Abe of Japan tenders apology over political funding case
December 3, 2022

Abe of Japan tenders apology over political funding case

TOKYO (JAPAN) – Former Japanese prime minister Shinzo Abe tendered an apology to the public on Thursday in the wake of a controversy over his office’s possible violation of election funding rules.

He said he felt moral responsibility and wanted to regain public trust.

Abe repeatedly denied the allegations that his office helped cover the costs of dinner parties for supporters under questioning by opposition lawmakers last year.

During the news conference on Thursday, he said he was unaware of how his office handled the funds, but felt “heavy responsibility” for the situation.

“I can’t help but explain the facts and correct my statements to the parliament,” he said. “I am taking seriously my political responsibility for causing this situation,” he told reporters.

“Although accounting was handled without my knowledge, I feel moral responsibility. I am deeply reflecting on myself, and I apologise to the people,” said Abe.

Japan has strict political funding laws that prevent politicians from giving money or gifts to supporters.

Tokyo prosecutors on Thursday handed a summary indictment against Abe’s secretary, Hiroyuki Haikawa, but had decided not to press charges against Abe, domestic media reported.

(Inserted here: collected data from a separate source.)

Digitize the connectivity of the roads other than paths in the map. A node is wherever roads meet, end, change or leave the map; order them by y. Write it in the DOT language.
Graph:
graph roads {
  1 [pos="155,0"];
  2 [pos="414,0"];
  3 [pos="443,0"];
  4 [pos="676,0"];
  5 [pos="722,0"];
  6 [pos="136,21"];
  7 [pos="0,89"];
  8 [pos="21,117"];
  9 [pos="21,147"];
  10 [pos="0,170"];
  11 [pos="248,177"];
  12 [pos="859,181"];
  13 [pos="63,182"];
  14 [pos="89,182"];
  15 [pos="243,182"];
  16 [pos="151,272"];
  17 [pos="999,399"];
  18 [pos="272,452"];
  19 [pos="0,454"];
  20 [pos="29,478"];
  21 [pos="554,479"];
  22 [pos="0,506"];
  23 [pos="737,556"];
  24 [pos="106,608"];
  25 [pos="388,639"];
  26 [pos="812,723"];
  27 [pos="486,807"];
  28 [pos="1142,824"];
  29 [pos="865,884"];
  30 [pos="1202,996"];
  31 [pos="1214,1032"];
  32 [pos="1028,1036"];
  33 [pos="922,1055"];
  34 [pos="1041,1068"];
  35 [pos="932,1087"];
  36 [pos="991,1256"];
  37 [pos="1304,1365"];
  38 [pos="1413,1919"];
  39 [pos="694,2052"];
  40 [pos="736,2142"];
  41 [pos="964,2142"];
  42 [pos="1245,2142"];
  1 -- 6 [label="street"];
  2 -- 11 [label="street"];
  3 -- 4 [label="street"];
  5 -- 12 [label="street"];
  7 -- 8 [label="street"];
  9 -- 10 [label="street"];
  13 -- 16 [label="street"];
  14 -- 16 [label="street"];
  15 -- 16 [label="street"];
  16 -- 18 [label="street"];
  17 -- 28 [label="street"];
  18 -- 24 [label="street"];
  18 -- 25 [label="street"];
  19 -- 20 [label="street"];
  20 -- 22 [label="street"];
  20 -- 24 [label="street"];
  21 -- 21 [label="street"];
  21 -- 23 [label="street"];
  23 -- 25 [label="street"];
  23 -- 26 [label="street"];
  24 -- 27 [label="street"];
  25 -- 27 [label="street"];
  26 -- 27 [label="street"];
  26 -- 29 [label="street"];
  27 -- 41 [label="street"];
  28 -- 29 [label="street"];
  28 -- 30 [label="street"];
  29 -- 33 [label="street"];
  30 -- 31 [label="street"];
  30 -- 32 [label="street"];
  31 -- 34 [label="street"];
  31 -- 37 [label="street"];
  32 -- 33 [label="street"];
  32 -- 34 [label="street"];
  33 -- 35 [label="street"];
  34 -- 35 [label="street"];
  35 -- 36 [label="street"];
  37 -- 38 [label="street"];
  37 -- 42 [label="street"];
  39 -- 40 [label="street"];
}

Prosecutors had been building a case against the 61-year-old over unreported funds involving as much as 40 million yen ($386,210).

Abe had appeared for voluntary questioning by the prosecution on Monday about the issue and again denied his involvement, media said.

The scandal risks hurting current Prime Minister Yoshihide Suga, who was Abe’s right-hand man during his 2012-2020 tenure and defended him in parliament.